A somali boy was thrown out of his flat by racist police and died in front of his wife but there was nothing on Channel 4 news or all those other media outlets yet when that fool killed that female police officer i was being bombarded with info about her life and the case

same with Kiyan it's very sad what happened to him but there's no need for news channels to make tv-specials about him every two weeks as if his life is somehow more important than the dozens of london kids that die each month

btw good job to Channel 4,5 and BBC news keep mentioning his background

Boy shot dead after bike chase is 10th young London victim in six months
Helen Pidd and Sandra Laville
Friday July 27, 2007
The Guardian


A 16-year-old boy was shot dead at point blank range yesterday in what a witness said was a random "execution" after he was chased across a south London estate by a gang of armed youths on bicycles.
The murder of Abukah Mahamood, who had just finished his GCSE exams, is the 10th high profile killing of a teenage boy in gang violence in London in less than six months.

Abukah, whose family are originally from Somalia, died in the early hours of yesterday morning after residents on the Stockwell Gardens estate, south London, heard several shots ring out. Police sources confirmed his name and said his family had been informed.

Officers believe a gang of up to seven youths who chased Abukah on bicycles were carrying at least two firearms. Witness said they were all wearing black hooded tops and wild west style bandanas.

One witness, who did not wish to be named for fear of reprisals, said: "It was an execution. He was on foot, they were on bikes and they circled him so that he had nowhere to go. He fell, and then one of them shot him, close-up, in the back of the head.

"The guy did it didn't even get off his bike. Once he had fired the shots, the gang escaped on their bikes. The boy was left lying there covered in blood. He wasn't making any noise or moving: I think they killed him instantly."

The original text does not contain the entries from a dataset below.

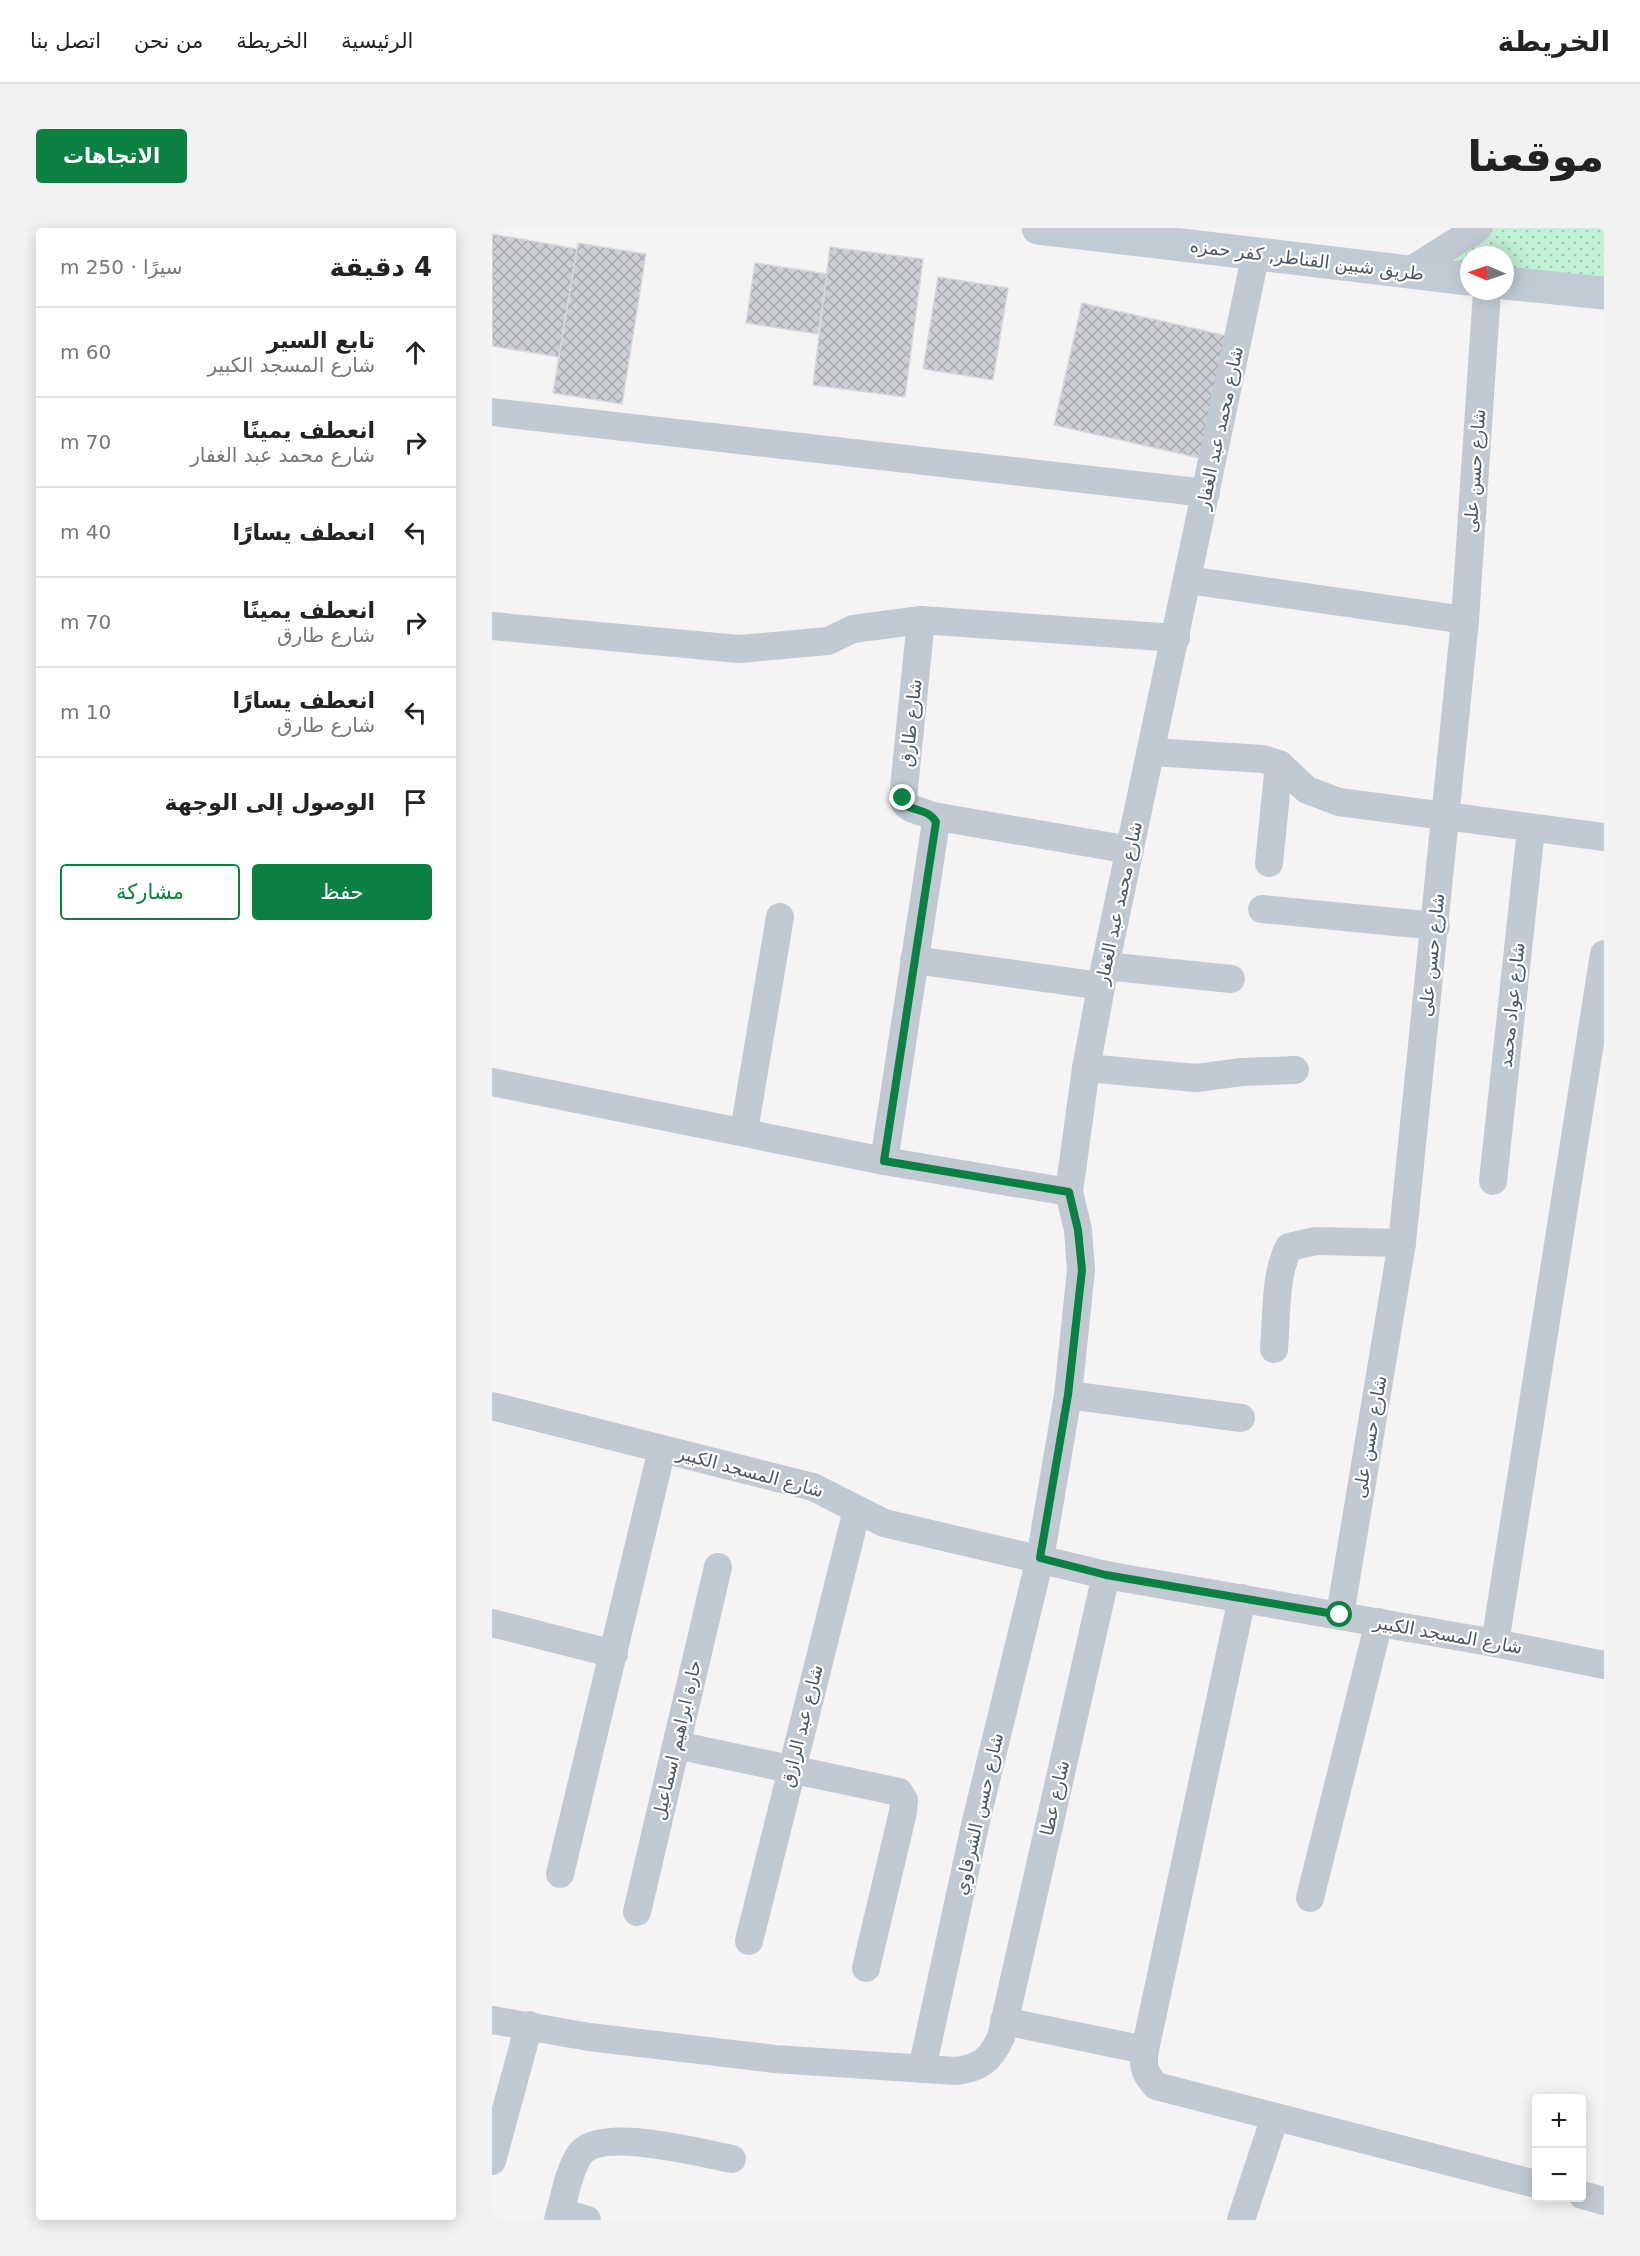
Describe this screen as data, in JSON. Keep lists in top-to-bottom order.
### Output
{
  "streets": {
    "main road": ["طريق شبين القناطر, كفر حمزه"],
    "street": [
      "شارع محمد عبد الغفار",
      "شارع حسن على",
      "شارع طارق",
      "شارع عواد محمد",
      "شارع المسجد الكبير",
      "شارع عبد الرازق",
      "حارة ابراهيم اسماعيل",
      "شارع عطا",
      "شارع حسن الشرقاوي"
    ]
  },
  "crossings": [
    ["طريق شبين القناطر, كفر حمزه", "شارع محمد عبد الغفار"],
    ["شارع محمد عبد الغفار", "شارع طارق"],
    ["شارع محمد عبد الغفار", "شارع المسجد الكبير"],
    ["شارع محمد عبد الغفار", "شارع حسن الشرقاوي"],
    ["شارع حسن على", "شارع المسجد الكبير"],
    ["شارع المسجد الكبير", "شارع عبد الرازق"],
    ["شارع المسجد الكبير", "شارع عطا"],
    ["شارع المسجد الكبير", "شارع حسن الشرقاوي"],
    ["شارع عطا", "شارع حسن الشرقاوي"]
  ],
  "north": "left",
  "page": {
    "header": "الخريطة",
    "nav": [
      "الرئيسية",
      "الخريطة",
      "من نحن",
      "اتصل بنا"
    ],
    "buttons": [
      "الاتجاهات",
      ["حفظ", "مشاركة"]
    ],
    "title": "موقعنا",
    "heading": ["4 دقيقة", "سيرًا · 250 m"],
    "list": [
      ["تابع السير", "شارع المسجد الكبير", "60 m"],
      ["انعطف يمينًا", "شارع محمد عبد الغفار", "70 m"],
      ["انعطف يسارًا", "40 m"],
      ["انعطف يمينًا", "شارع طارق", "70 m"],
      ["انعطف يسارًا", "شارع طارق", "10 m"],
      "الوصول إلى الوجهة"
    ],
    "map_buttons": ["+", "−"]
  }
}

Another neighbour, who ran down after hearing the shots said: "He was lying in the foetal position and had blood running down his face." He said he saw the boys leaving on their bikes: "They were all wearing black hoodies with scarves covering their faces."

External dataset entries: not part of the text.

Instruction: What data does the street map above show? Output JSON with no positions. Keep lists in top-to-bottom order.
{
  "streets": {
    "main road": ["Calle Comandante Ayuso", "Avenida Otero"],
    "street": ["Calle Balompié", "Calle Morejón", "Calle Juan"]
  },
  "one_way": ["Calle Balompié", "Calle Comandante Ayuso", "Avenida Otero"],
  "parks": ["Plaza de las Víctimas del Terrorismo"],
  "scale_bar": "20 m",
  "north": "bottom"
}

Paramedics attempted to resuscitate Abukah as he lay on the ground, one witness said. "There was about five paramedics in bright fluorescent tops trying to revive him and there was a girl who looked like a relative who was crying uncontrollably. They treated him there for ages, about one hour, before taking him away in an ambulance."

Yesterday as scene-of-crime officers searched the estate, the teenage boy's blood was still visible on the ground.

Detective Inspector Geoff Whitehouse, from Operation Trident which investigates crime in the black community, said: "It would appear that at approximately 12.15am the victim was pursued within the Stockwell Gardens estate by a group of between five to seven black males riding pedal cycles.

"A number of shots were fired towards the victim resulting in him being fatally wounded. The suspects, who we now believe to have been carrying two firearms, then made off into the alleyway."

One 16-year-old said two gangs from Herne Hill and Stockwell had clashed at a funfair last week and some were speculating that the murder was a result of that.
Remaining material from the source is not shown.